Black Women/Black Literature

This essay was done on the basis of JoAnne Kilgour Dowdy interviewing Christina McVay, an instructor who teaches English in the Pan-African Department. When reading this, you would probaly never guess that Christina McVay is white. She discusses her non-conventional ways when it comes to her career, classroom, and her life. For instance, she got a position in the department when she was having a beer in a bar. There she met Wiley Smith who then was a coordinator for Communications Skills and Arts Division. They talked, and he thought she be great to teach in the department. Less than a week later, she was! In her classroom, she felt it necessary for her students to become comfortable with the black language, but first felt that they needed to be comfortable with her. In doing so, she came up with many exercises, one being the slang dictionary. This was where the students took a plain dictionary and filled it with only slang words, but they had to give the definition and the part of speech. This helped them and challenged the theory that Black English is bad and has no place in the classroom. It also gave respect to what she calls Consensus English. In the end, she talks of wanting to look up an old college friend and wondering if she is still that empowered and involved woman that she knew her to be.

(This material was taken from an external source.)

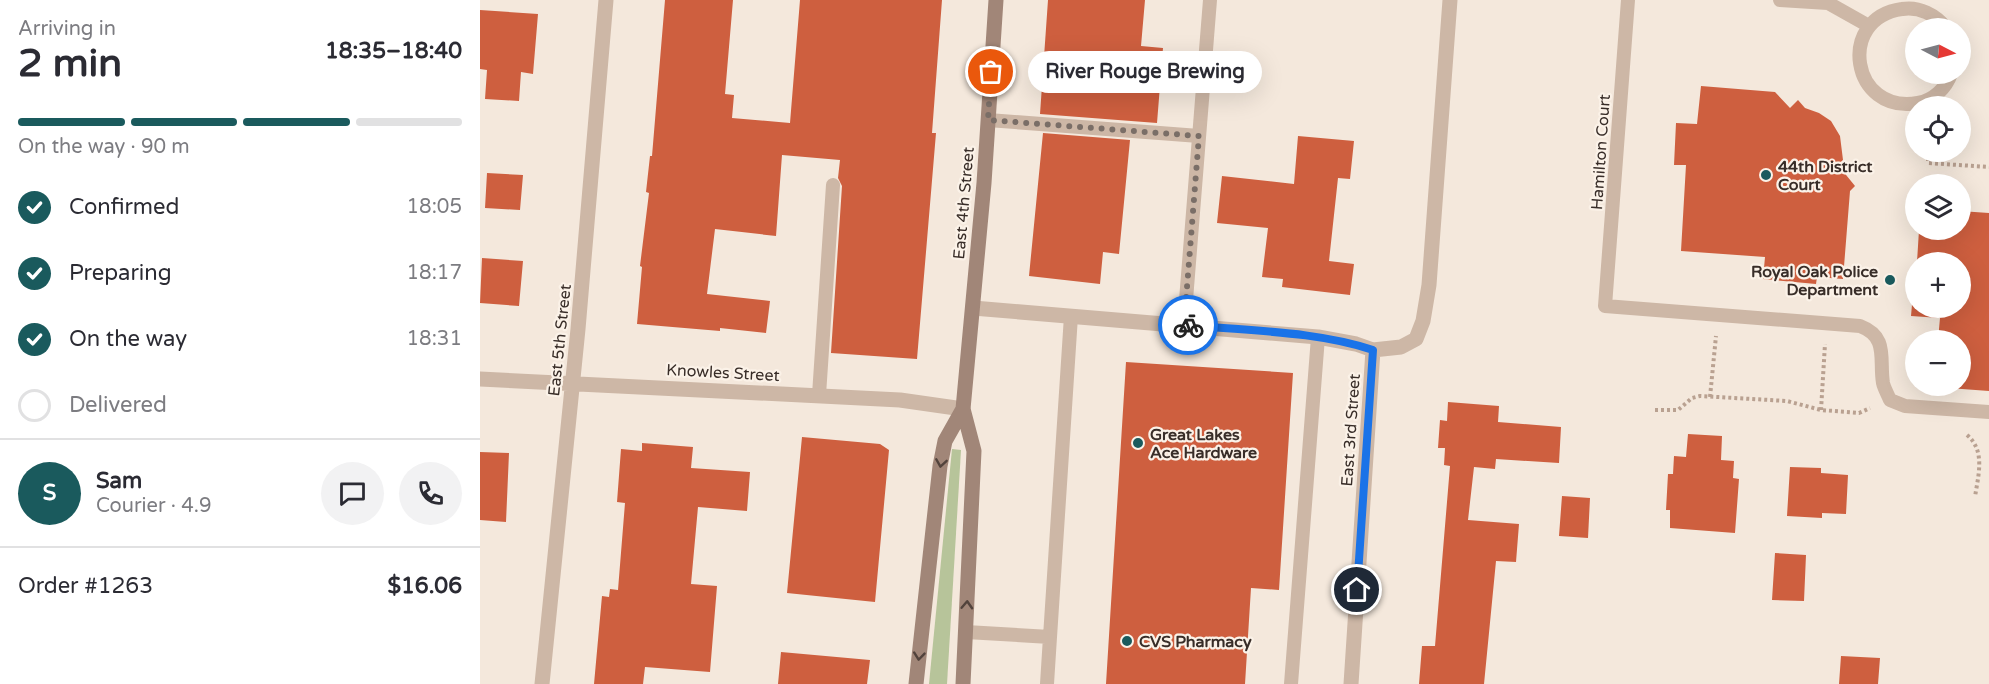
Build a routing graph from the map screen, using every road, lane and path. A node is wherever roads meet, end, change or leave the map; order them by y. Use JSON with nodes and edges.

I was very surprised when I read the essasy. Besides the fact that Christina McVay is white, but that she seemed so fascinated with black culture and the fact that she seemed so unnerved by the way that society has treated and defined black language. I loved the slang dictionary and felt that was a great way to incorporate Consensus English with Black English and how it applies to the students. Christina McVay is a great teacher and has an uncanny way of creating a bridge for her students to learn. I think that she felt that there is no way the students could possibly learn anything from her class if they could not find themselves in the writing---the literature. She respected their culture and helped them to embrace not only the black language but a bit of their own culture as well.